How to Fix: Map required logging across all lifecycle phases, ensure logs include who, what, when, and why, implement tamper-evident logging mechanisms, define and enforce retention policies.
6. Data Provenance Gaps
Finding: Training data sources are poorly documented with incomplete lineage information.
Evidence of Issue: Unknown data sources for training sets, transformation steps undocumented, no approval records for data usage, missing data quality assessments.
How to Fix: Implement data lineage tracking from source to model, document all data transformations, establish data approval workflows, conduct and record data quality assessments.
7. Third-Party AI Components Without Due Diligence
Finding: Pre-trained models, APIs, or AI services used without vendor assessment.
Evidence of Issue: Using foundation models without vendor evaluation, no AI-specific clauses in vendor contracts, missing documentation of third-party AI capabilities and limitations.
How to Fix: Develop AI-specific vendor assessment criteria, require assessments before using any third-party AI, include AI governance requirements in contracts, monitor third-party AI performance and updates.
8. Inadequate Management Review
Finding: Management reviews don't adequately cover AI-specific topics or lack evidence of improvement decisions.
Evidence of Issue: AI governance not on management review agenda, no review of AI-specific metrics, decisions not documented or followed through.
How to Fix: Define AI-specific inputs for management review, include AI metrics, incidents, and audit results, document decisions and track implementation.
9. Training and Competence Gaps
Finding: Personnel lack required competence for AI-related responsibilities or training is undocumented.

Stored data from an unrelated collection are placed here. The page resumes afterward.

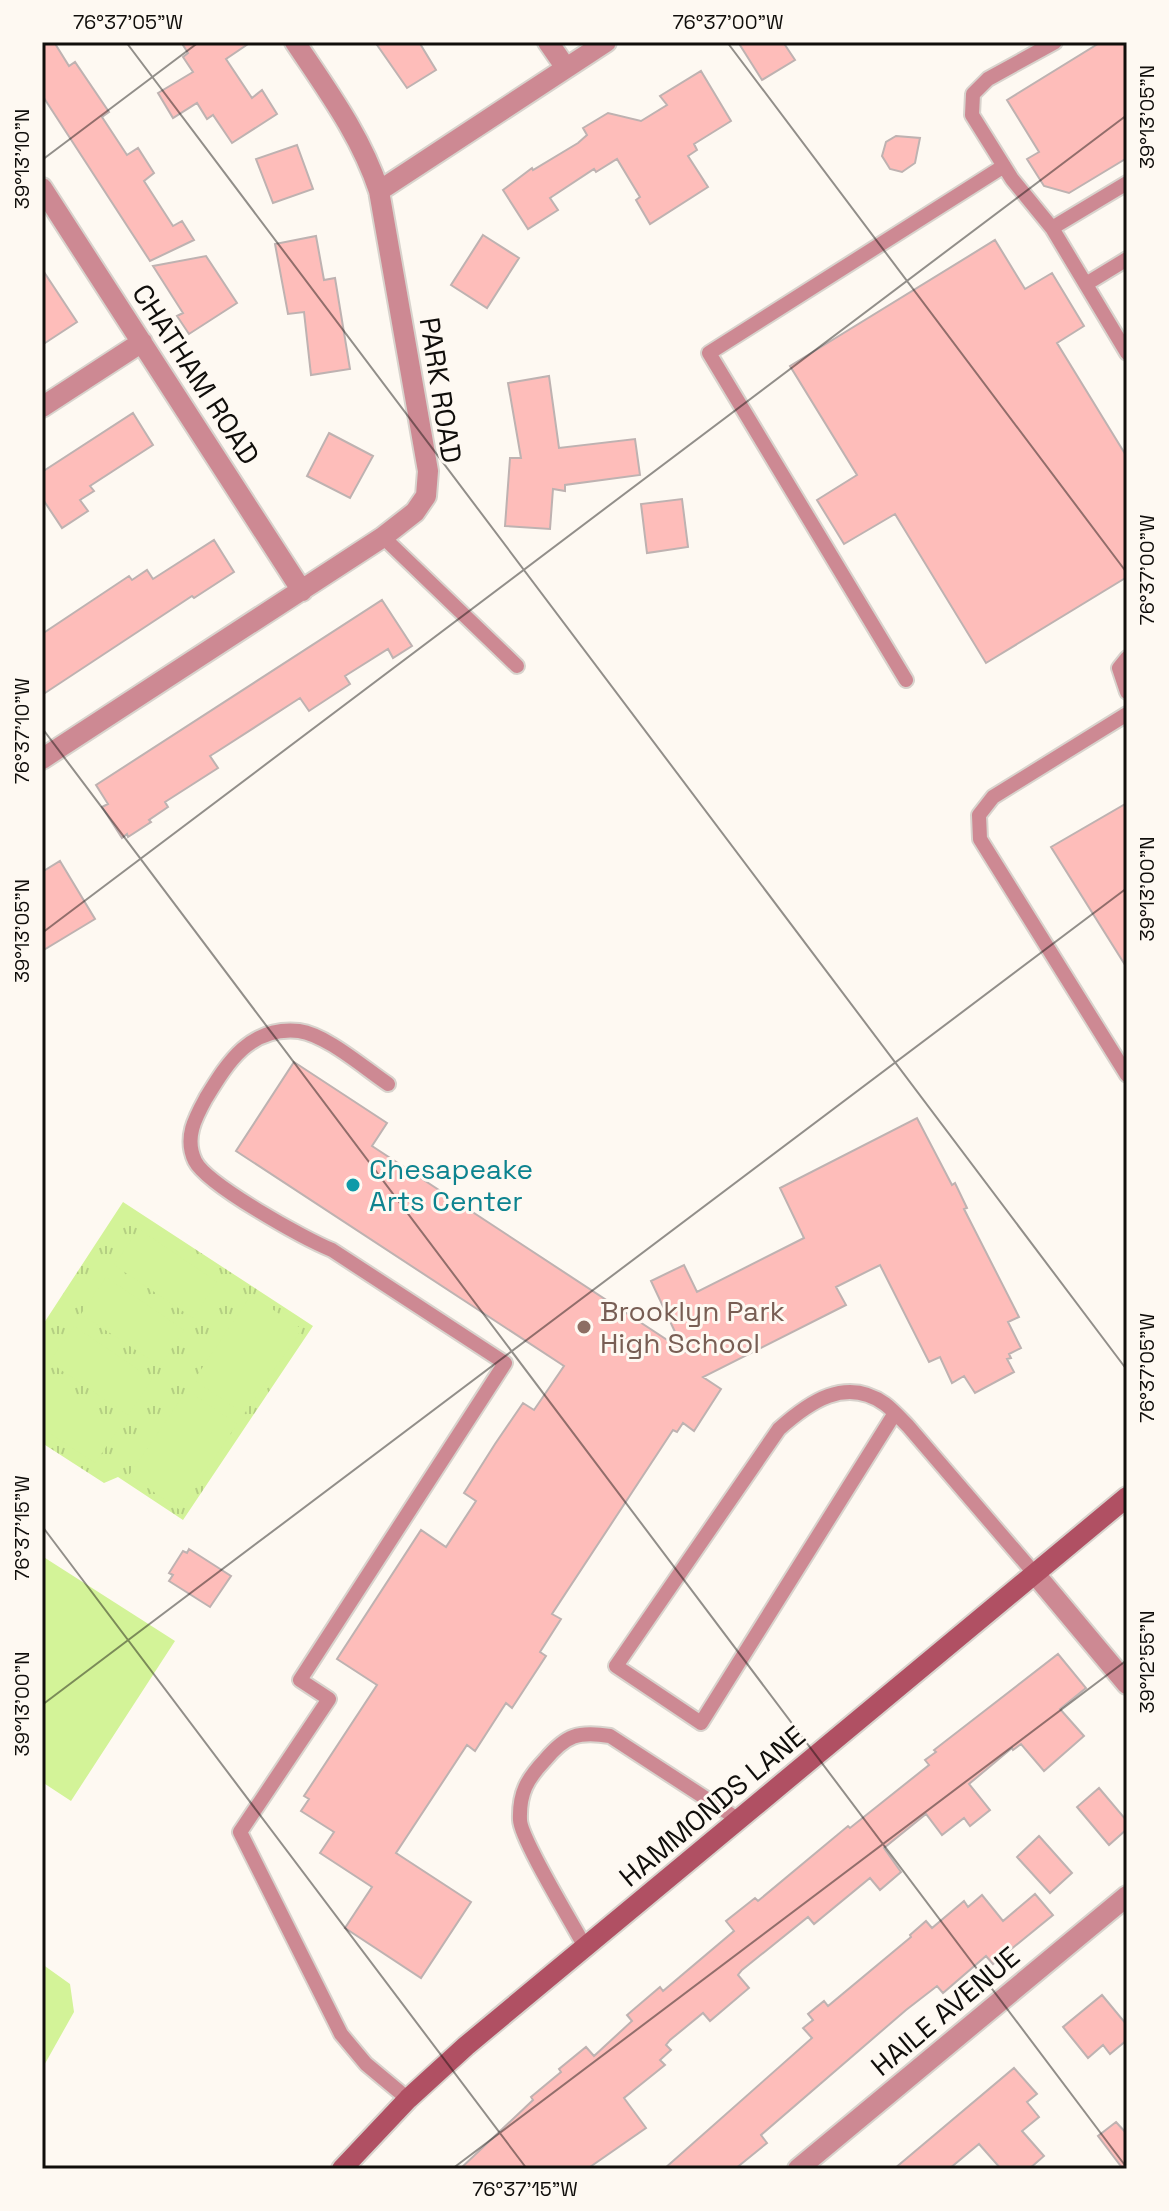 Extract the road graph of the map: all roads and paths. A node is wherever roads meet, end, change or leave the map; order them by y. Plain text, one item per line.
1 (295, 42) edge
2 (548, 42) edge
3 (606, 42) edge
4 (1055, 42) edge
5 (566, 68) junction
6 (1004, 166) junction
7 (1127, 183) edge
8 (42, 188) edge
9 (379, 191) junction
10 (1052, 228) junction
11 (1127, 259) edge
12 (1086, 284) junction
13 (142, 342) junction
14 (1126, 349) edge
15 (42, 407) edge
16 (383, 537) junction
17 (302, 591) junction
18 (1127, 658) edge
19 (517, 666) dead end
20 (906, 680) dead end
21 (1127, 692) edge
22 (1127, 714) edge
23 (42, 759) edge
24 (1127, 1075) edge
25 (388, 1084) dead end
26 (895, 1413) junction
27 (1127, 1497) edge
28 (1035, 1574) junction
29 (1127, 1684) edge
30 (739, 1820) junction
31 (1127, 1896) edge
32 (585, 1947) junction
33 (408, 2099) junction
34 (342, 2169) edge
35 (798, 2169) edge

1 - 9 street, PARK ROAD
2 - 5 street
3 - 5 street
4 - 6 lane
5 - 9 street
6 - 10 lane
6 - 20 lane
7 - 10 lane
8 - 13 street, CHATHAM ROAD
9 - 16 street, PARK ROAD
10 - 12 lane
11 - 12 lane
12 - 14 lane
13 - 15 street
13 - 17 street, CHATHAM ROAD
16 - 17 street, PARK ROAD
16 - 19 lane
17 - 23 street, PARK ROAD
18 - 21 lane
22 - 24 lane
25 - 33 lane
26 - 26 lane
26 - 28 lane
27 - 28 street, HAMMONDS LANE
28 - 29 street
28 - 30 street, HAMMONDS LANE
30 - 32 street, HAMMONDS LANE
30 - 32 lane
31 - 35 street, HAILE AVENUE
32 - 33 street, HAMMONDS LANE
33 - 34 street, HAMMONDS LANE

Evidence of Issue: No defined competence requirements for AI roles, missing training records, no competence assessment evidence, awareness training doesn't cover AI policies.

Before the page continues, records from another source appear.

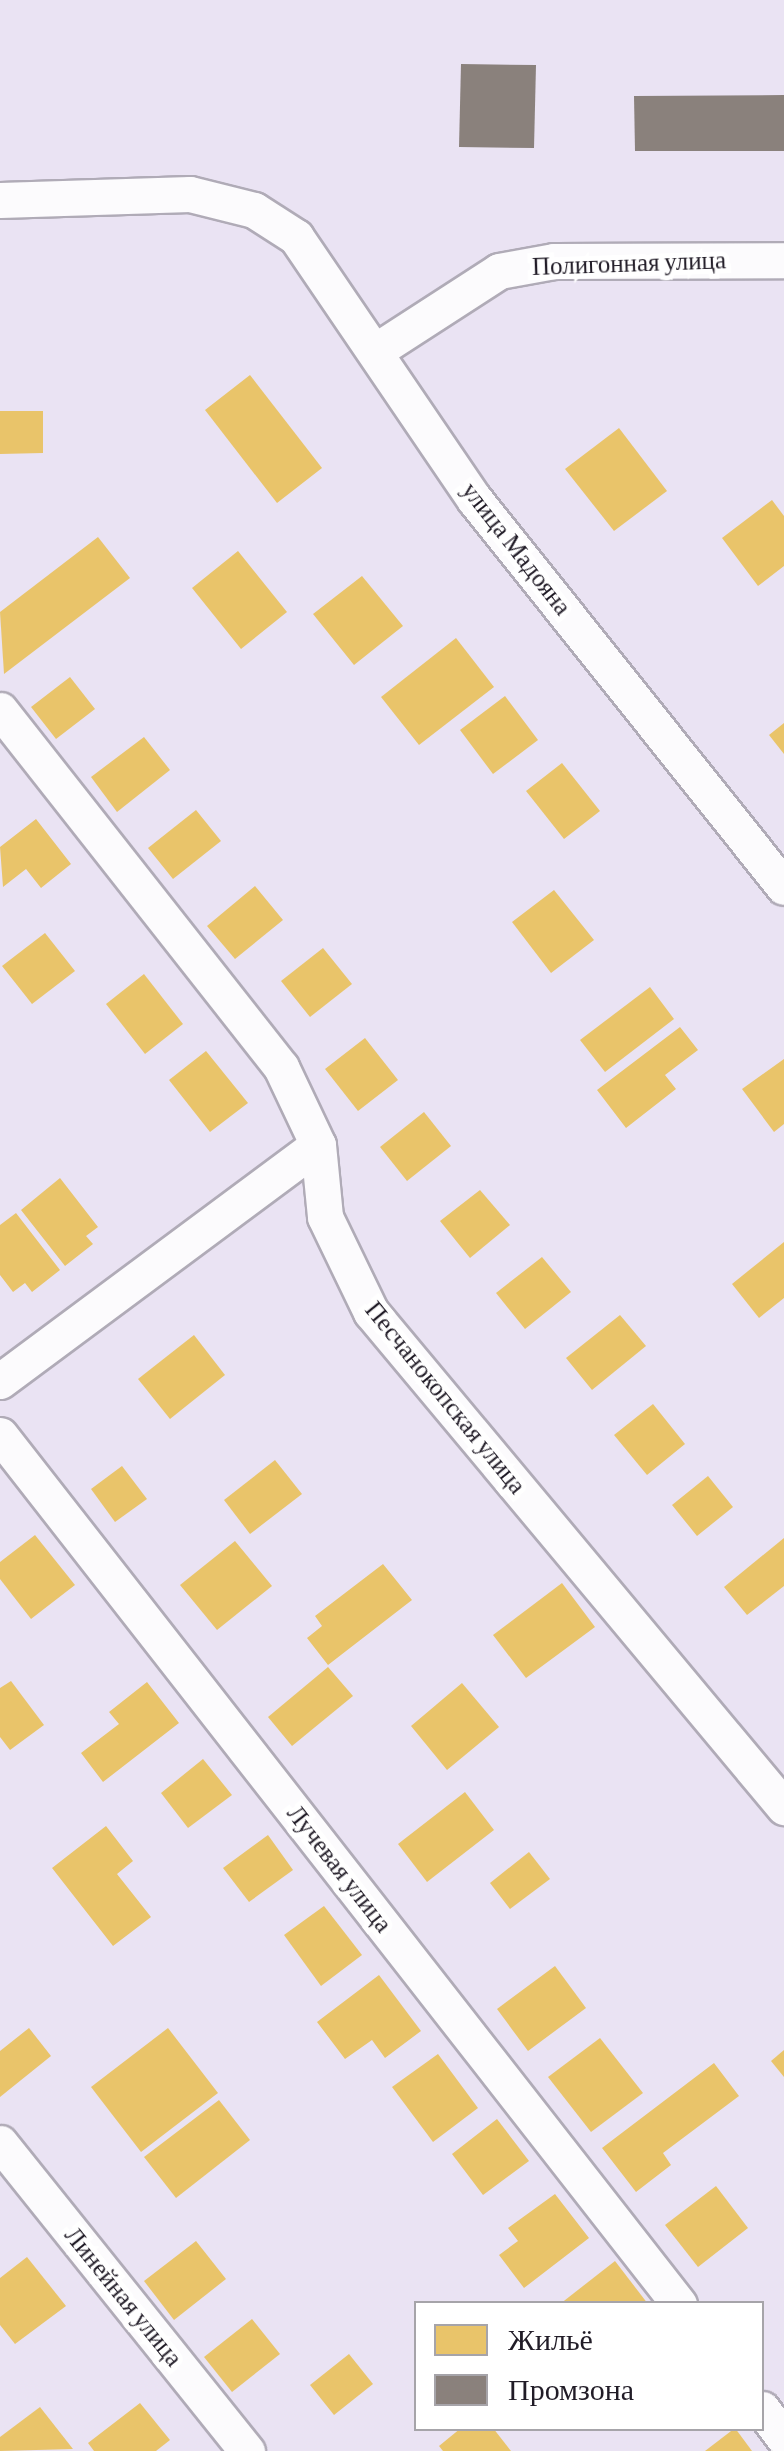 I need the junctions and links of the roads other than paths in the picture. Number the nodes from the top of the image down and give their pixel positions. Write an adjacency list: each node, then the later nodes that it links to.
1 (0, 200): 3 (street, улица Мадояна)
2 (784, 260): 3 (street, Полигонная улица)
3 (378, 350): 5 (street, улица Мадояна)
4 (0, 710): 6 (street, Песчанокопская улица)
5 (784, 887)
6 (318, 1145): 7 (street); 9 (street, Песчанокопская улица)
7 (0, 1381)
8 (0, 1435): 11 (street, Лучевая улица)
9 (784, 1806)
10 (0, 2144): 14 (street, Линейная улица)
11 (677, 2301)
12 (764, 2412): 13 (street)
13 (784, 2438)
14 (247, 2451)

How to Fix: Define competence requirements by role, develop and deliver appropriate training, assess and document competence, include AI governance in awareness programs.
10. Documentation-Reality Disconnect
Finding: Documented procedures don't reflect actual practices or aren't followed consistently.
Evidence of Issue: Procedures describe processes that don't exist, staff describe different practices than documented, records don't support documented processes.
How to Fix: Review procedures with process owners, update documentation to reflect reality, implement regular documentation reviews, train staff on documented procedures.
Prevention Strategies
Before Certification:
- Conduct thorough gap analysis against all requirements
- Perform internal audits using the same criteria as certification audits
- Address all findings before Stage 2
- Conduct mock interviews with key personnel
Ongoing Maintenance:
- Regular internal audits covering all AIMS elements
- Prompt corrective action for identified issues
- Continuous documentation updates
- Regular training refreshers
Responding to Nonconformities
- Accept and Understand: Don't argue—understand the gap
- Root Cause Analysis: Identify why the gap exists
- Corrective Action: Address both the specific instance and systemic cause
- Implementation: Execute corrective actions with documented evidence
- Verification: Confirm actions are effective
- Prevention: Implement controls to prevent recurrence
Conclusion
Understanding common nonconformities enables proactive prevention rather than reactive correction. By addressing these typical findings before certification audits, organizations can streamline their certification journey and build more robust AI governance systems.